Unhappy birthday, 80 km/h
Mis en place le 1er juillet 2018, l'abaissement de la vitesse maximale autorisée sur les routes à double sens et sans séparateur central fête son premier anniversaire. En un an, il devait permettre de faire baisser de 400 le nombre de morts sur la route et son efficacité re évaluée après une période d'essai. Le bilan annoncé positif par notre ministre fait à présent l'objet de vives critiques, la première portant sur la manière de compter les vies épargnées. En effet, le chiffre de 206 vies "sauvées" grâce à la mesure ne serait aucunement calculé comme par le passé, mais de manière à orienter le chiffre obtenu. Quelle ironie. Comment est-ce possible ? En prenant comme référence les années 2013 et 2017 dans leur intégralité de janvier à décembre - soit les moins bonnes en matière de mortalité routière-, et non la période à cheval sur 2017 et 2018 et celle courant entre juillet 2018 et le 30 juin 2019, ce qui aurait été logique et sensé. Dans ce cas, nous aurions constaté un chiffre certes toujours en faveur de la baisse des tués sur la route, mais il n'y aurait eu que 105 vies potentiellement épargnées. (3 344 morts contre 3 239 selon les chiffres de la Direction de la Sécurité Routière). Soit bien moins que la tendance engagée lorsque l'on roulait encore à 90 km/h sur notre réseau secondaire (environ 185 "vies").

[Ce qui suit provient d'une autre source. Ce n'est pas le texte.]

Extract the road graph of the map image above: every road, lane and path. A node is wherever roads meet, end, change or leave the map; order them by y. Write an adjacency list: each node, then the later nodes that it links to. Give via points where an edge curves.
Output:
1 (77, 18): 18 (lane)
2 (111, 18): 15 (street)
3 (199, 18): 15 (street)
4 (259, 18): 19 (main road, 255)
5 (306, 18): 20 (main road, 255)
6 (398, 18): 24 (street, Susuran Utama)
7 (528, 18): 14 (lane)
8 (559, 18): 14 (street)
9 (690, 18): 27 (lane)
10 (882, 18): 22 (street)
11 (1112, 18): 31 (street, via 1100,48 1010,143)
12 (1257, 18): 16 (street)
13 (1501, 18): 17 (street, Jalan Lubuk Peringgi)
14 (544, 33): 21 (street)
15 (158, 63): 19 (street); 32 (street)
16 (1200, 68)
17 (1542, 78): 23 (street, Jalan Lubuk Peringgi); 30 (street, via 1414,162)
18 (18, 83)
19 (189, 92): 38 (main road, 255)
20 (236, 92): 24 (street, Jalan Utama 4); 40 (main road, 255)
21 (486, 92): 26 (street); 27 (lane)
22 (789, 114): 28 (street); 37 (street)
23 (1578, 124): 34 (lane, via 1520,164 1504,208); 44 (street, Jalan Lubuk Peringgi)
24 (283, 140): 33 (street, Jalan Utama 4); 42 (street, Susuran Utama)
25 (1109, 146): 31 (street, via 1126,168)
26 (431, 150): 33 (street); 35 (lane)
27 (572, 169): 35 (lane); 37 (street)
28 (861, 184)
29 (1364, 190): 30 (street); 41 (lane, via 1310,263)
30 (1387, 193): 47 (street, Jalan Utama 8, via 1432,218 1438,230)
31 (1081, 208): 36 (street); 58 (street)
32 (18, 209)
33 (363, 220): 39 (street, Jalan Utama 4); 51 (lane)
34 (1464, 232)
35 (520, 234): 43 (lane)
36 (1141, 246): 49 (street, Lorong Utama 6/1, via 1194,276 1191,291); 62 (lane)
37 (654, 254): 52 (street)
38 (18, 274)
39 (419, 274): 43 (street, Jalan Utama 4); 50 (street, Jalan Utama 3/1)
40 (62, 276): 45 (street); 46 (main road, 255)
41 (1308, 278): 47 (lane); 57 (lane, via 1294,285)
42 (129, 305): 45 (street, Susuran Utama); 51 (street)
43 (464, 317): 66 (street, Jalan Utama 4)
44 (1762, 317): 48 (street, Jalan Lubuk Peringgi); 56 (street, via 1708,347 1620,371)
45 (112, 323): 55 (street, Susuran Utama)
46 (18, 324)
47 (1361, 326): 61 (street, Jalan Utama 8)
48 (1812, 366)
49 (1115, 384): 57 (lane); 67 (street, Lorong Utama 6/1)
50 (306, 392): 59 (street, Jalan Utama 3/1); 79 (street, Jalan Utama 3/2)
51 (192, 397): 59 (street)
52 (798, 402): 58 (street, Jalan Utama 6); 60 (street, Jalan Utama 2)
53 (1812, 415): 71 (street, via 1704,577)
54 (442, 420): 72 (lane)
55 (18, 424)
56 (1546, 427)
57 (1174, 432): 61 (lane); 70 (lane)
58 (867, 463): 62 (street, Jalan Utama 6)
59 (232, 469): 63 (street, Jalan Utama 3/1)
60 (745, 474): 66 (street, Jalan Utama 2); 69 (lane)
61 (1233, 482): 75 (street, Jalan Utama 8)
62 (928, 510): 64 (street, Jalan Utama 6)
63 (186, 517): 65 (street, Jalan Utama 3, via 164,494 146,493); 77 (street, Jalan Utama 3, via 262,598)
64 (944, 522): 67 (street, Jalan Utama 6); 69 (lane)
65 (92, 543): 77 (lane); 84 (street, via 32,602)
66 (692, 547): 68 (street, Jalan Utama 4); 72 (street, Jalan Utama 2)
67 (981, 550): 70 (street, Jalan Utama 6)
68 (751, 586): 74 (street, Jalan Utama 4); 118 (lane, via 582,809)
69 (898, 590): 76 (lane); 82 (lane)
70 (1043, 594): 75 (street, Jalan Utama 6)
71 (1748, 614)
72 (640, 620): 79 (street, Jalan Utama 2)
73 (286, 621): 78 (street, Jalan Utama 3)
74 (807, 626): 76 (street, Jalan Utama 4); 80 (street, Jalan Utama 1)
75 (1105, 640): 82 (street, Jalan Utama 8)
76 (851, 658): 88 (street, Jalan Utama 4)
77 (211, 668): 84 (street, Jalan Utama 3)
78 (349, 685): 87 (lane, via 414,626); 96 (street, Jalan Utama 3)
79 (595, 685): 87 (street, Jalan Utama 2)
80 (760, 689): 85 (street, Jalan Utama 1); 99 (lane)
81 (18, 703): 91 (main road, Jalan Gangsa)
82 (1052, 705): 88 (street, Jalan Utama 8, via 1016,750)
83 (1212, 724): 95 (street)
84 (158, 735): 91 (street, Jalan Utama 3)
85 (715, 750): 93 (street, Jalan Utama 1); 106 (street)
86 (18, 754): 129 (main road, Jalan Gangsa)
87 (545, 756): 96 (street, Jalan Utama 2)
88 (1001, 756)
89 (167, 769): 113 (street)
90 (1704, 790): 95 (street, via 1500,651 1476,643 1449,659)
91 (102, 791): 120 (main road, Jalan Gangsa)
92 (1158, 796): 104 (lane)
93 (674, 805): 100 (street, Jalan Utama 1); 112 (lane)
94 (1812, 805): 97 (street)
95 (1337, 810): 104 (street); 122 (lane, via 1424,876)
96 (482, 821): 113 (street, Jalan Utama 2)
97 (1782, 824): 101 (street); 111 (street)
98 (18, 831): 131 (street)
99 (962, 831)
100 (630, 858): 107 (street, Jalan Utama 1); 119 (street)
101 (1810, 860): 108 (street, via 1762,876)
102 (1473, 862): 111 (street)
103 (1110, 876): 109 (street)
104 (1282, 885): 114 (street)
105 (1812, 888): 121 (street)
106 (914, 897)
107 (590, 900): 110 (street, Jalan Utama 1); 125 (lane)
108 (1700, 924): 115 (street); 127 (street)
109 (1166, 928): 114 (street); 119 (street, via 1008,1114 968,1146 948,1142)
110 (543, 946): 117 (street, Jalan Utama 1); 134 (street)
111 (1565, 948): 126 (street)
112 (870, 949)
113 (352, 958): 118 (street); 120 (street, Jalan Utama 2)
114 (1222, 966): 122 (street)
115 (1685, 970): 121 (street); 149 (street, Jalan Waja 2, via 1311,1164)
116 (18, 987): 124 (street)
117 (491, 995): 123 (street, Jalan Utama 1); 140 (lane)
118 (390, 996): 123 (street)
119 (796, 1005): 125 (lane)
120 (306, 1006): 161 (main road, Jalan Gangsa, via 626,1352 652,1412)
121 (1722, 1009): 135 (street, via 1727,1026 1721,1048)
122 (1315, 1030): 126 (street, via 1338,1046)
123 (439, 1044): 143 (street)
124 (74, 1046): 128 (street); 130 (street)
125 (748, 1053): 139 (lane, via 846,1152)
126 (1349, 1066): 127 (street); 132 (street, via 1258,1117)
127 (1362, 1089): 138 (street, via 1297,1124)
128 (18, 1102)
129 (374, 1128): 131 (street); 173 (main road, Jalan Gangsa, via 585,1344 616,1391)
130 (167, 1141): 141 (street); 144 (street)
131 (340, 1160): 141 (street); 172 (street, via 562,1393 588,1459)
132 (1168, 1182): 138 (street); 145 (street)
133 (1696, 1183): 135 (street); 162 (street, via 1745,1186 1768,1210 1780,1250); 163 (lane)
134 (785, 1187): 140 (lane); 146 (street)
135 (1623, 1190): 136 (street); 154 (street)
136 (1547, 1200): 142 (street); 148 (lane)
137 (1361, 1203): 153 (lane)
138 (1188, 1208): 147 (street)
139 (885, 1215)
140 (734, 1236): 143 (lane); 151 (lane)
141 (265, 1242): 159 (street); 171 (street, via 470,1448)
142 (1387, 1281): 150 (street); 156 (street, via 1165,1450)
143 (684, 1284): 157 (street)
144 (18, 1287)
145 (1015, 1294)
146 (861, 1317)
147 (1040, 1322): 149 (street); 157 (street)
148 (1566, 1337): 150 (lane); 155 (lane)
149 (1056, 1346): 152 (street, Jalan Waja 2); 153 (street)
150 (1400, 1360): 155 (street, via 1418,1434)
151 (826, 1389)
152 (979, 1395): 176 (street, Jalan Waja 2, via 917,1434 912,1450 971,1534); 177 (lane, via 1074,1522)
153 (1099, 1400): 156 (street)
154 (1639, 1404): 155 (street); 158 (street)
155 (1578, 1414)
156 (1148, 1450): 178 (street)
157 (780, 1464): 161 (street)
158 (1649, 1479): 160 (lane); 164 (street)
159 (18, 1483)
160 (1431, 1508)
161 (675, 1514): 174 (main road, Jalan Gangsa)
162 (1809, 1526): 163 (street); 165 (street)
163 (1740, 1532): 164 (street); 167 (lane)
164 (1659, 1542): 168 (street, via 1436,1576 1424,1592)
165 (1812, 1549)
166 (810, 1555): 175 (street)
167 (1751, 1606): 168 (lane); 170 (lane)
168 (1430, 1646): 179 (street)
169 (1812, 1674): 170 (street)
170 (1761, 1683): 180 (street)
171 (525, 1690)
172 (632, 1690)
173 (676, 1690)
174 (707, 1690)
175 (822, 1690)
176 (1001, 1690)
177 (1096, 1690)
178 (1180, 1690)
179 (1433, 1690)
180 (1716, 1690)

80 km/h, aucun fair-play du gouvernement
Autre point de discorde dénoncé par le comité indépendant d'évaluation : la globalisation des chiffres. À l'heure où l'on demande aux préfets de région de "prendre leur responsabilité" devant la remise en route des 90 km/h, quitte à les punir par la suite en cas de mauvais résultat, la DSR n'a pas fourni les informations en fonction des axes routiers, mais de manière générale, en ne tenant pas compte des analyses des accidents corporels. Des données pourtant remontées à leurs services. Impossible dans ce flou artistique (du moins politique), de dissocier les axes à 80 km/h des autres axes hors agglomération (routes à 70, 90, 110 par exemple). Impossible d'analyser point par point le bénéfice ou non bénéfice de l'obligation. On sait combien les politiques n'aiment pas revenir sur une décision, aussi inique, opaque et peu probante soit elle. Avoir tort ? Jamais. La preuve par la manipulation des chiffres.
De meilleures pistes que le 80 km/h
À trop viser un objectif, à se tromper d'ennemi, il semblerait qu'on se perde en route. Une fois encore, manipuler les chiffres a semblé une option facile, quitte à perdre en une crédibilité déjà fragilisée. Nous aimerions tous ne jamais plus pouvoir perdre personne sur la route, et y travaillons chaque jour, en évitant le pire et en donnant le meilleur de nous-même. Pour autant, l'erreur dit-on est humaine et aussi français soit-on, on n'en est pas moins humains. Reste donc à améliorer la sécurité des véhicules et de leur environnement routier, sans forcément penser que la vitesse, de mieux en mieux modérée et modulée par chacun, soit le seul facteur de progression. Bonifier et valoriser les bons conducteurs serait un axe à creuser, tout comme s'attaquer efficacement aux comportements inappropriés et résolument dangereux dans un flux/flot de circulation. Diminuer le nombre de morts, d'accord, réduire autant que possible celui des accidents graves aux conséquences lourdes serait également un bon axe. Réduire les injustices et le sentiment allant de pair aussi.